[Dataset excerpts]
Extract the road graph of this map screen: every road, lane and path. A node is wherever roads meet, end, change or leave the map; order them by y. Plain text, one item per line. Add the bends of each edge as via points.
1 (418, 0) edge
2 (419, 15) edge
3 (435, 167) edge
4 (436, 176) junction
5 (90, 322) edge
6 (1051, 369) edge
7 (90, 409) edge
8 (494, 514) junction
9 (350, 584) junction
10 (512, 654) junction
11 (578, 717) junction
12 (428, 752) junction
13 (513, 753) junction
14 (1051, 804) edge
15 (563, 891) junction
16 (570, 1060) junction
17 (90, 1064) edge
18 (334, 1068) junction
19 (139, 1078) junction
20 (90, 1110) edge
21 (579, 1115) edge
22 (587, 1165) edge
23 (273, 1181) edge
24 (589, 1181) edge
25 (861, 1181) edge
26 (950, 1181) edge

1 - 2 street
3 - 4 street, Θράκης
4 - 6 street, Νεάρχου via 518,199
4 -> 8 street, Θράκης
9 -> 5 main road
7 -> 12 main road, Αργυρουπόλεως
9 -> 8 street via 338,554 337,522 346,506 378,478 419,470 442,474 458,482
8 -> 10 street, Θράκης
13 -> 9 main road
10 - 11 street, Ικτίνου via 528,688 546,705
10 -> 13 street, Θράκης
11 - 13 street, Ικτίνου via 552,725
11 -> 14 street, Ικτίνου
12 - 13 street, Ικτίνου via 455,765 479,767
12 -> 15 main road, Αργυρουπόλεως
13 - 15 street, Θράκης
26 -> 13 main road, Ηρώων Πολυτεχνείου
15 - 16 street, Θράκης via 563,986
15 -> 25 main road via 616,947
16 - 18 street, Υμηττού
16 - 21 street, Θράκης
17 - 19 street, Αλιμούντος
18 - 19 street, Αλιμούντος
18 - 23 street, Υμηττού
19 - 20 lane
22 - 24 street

Prompt -
Write out each line above that contains the word "Υμηττού".

Reply -
16 - 18 street, Υμηττού
18 - 23 street, Υμηττού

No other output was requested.